Later in the same year (1827) Martin Harris gave an account to Reverend John A. Clark, as detailed in his book Gleanings by the Way, written in 1842. He also does not mention any religious revival. After an evening of money-digging (treasure hunting), Joseph was visited by an angel in a vision who told him he had been chosen to be a prophet and bring forth a record on gold plates. Before Joseph was able to get them he must first travel to Pennsylvania to meet the woman who would be his wife. After marrying her, he must wait until the birth of their first child. Once the child reached two years old, Joseph could get the chest with the gold book. Joseph was allegedly eighteen years old (1824) when the angel first appeared. Joseph met Emma Hale in 1825 and married her on January 18, 1827. His first child was born, but was only six months old when Joseph told his family. He and his father disobeyed the angel and searched for the chest using Joseph’s clairvoyance. They found it, but the angel appeared and knocked Joseph to the ground and he was reprimanded. Some time later another divine encounter informed him that he could go alone to get the chest and bring it home, but it could not be opened until his son was two years old. Meanwhile, Joseph was to begin translating the plates using the spectacles but was to leave the gold book in the chest. Joseph would dictate words to Martin Harris while looking through the stones, but they had to be separated by a suspended blanket during the dictation (Clark).
In 1830 Joseph Smith was interviewed by Peter Bauder. Smith offered no conversion experience or manifestation of God. He simply claimed an angel told him where to find a hidden treasure. He returned once a year for several years before finally getting the plates. The angel took the plates after they were translated (Bauder 36-38).

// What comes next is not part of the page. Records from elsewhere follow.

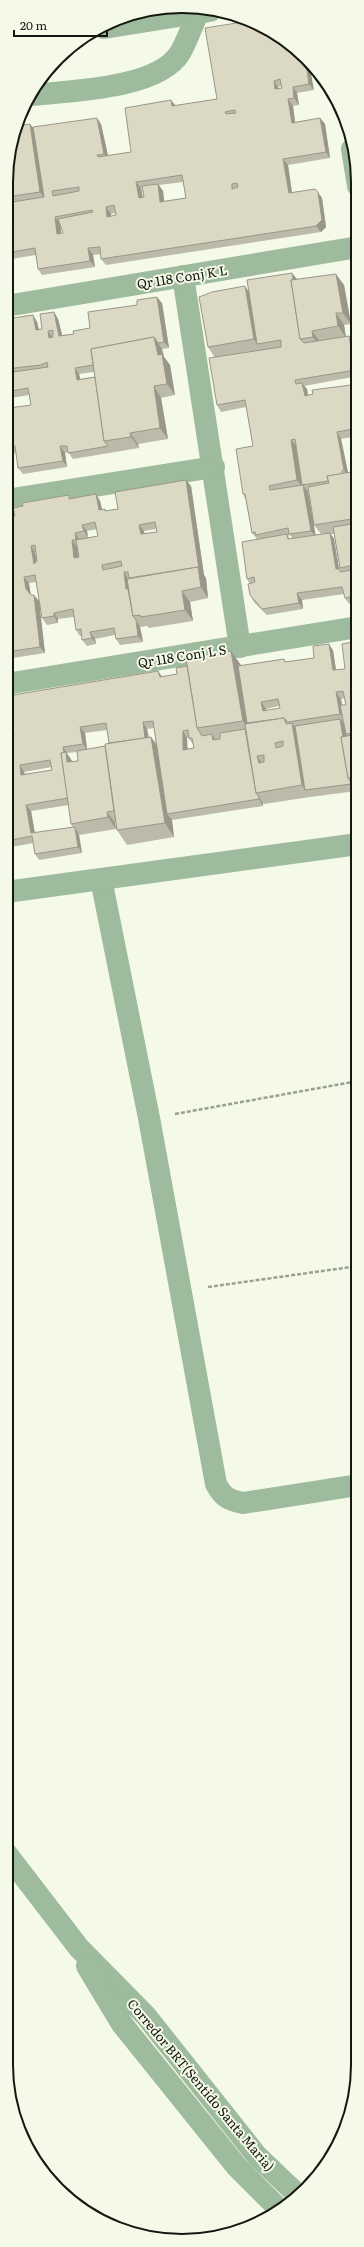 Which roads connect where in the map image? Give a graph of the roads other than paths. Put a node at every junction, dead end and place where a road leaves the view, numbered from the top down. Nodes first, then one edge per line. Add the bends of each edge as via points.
1 (196, 13) edge
2 (203, 14) edge
3 (117, 26) edge
4 (38, 94) edge
5 (351, 249) edge
6 (183, 276) junction
7 (13, 305) edge
8 (214, 468) junction
9 (13, 499) edge
10 (351, 628) edge
11 (240, 646) junction
12 (13, 683) edge
13 (351, 845) edge
14 (101, 880) junction
15 (13, 891) edge
16 (351, 1486) edge
17 (13, 1862) edge
18 (99, 1977) junction
19 (294, 2191) edge
20 (277, 2206) edge

1 - 3 street
2 - 4 street via 180,54 158,72 128,84
5 - 6 street, Qr 118 Conj K L
6 - 7 street, Qr 118 Conj K L
6 - 8 street
8 - 9 street
8 - 11 street
10 - 11 street, Qr 118 Conj L S
11 - 12 street, Qr 118 Conj L S
13 - 14 street
14 - 15 street
14 - 16 street via 149,1118 216,1484 221,1494 229,1500 243,1503
17 - 18 street
18 - 19 street, Corredor BRT(Sentido Santa Maria) via 146,2016 258,2156
18 - 20 street via 122,2024 237,2167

In 1832 Joseph Smith attempted his first “official” retelling of the “first vision.” He stated that he began seriously studying the scriptures at twelve years old but was determined that all churches were wrong. He did not mention a revival. He omits the money-digging details. This time he affirmed that he was fifteen years old when the vision occurred and did not record the location. In this account, he only includes a vision of Jesus Christ as he underwent a “Christian experience.” Jesus told him that his sins were forgiven. He again prayed at age seventeen and was visited by an angel who told him about the gold plates and told him again that his sins were forgiven. At this same time he stated in section 84 of the Doctrine and Covenants that no man can see the face of God without the priesthood and live. This was obviously different than the account he gave in 1838.

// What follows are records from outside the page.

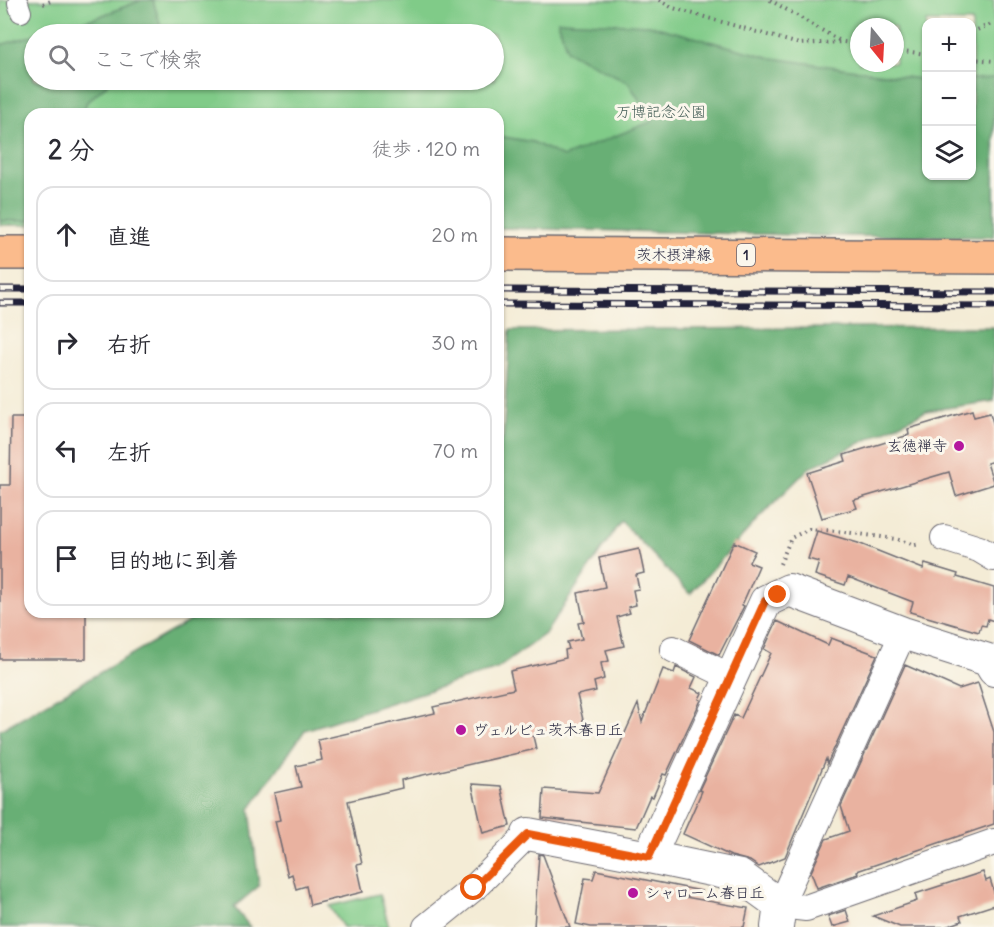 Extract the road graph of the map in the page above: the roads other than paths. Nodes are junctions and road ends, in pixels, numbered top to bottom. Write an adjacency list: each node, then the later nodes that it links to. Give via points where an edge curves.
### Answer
1 (0, 253): 2 (main road)
2 (24, 253)
3 (504, 254): 4 (main road, 茨木摂津線 / 1)
4 (994, 257)
5 (944, 538): 6 (street)
6 (994, 558)
7 (903, 633): 9 (street); 10 (street, via 789,590 765,601); 14 (street)
8 (673, 650): 10 (street)
9 (992, 660)
10 (731, 677): 13 (street)
11 (528, 834): 13 (street); 15 (street, via 474,888)
12 (994, 842): 14 (street)
13 (649, 857): 14 (street, via 740,876)
14 (779, 916)
15 (426, 927)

In 1835-36 the story changed again. Joseph Smith in his diary said he had a vision when he was fourteen years old. There were two personages but the one appeared and then the other. One of them testified about Jesus but neither was identified as Jesus. He saw many angels in this first visitation and had another vision with angels later when he was seventeen years old. Again there was no mention of a revival (Jessee 75-77).
There are several more explanations Joseph Smith and others offered during the next few years, each one differing from the last. Their sporadic reports are enough by themselves to invalidate any viable accuracy or truth. A thorough list along with their sources may be attained from the website of the Institute of Religious Research (www.irr.org).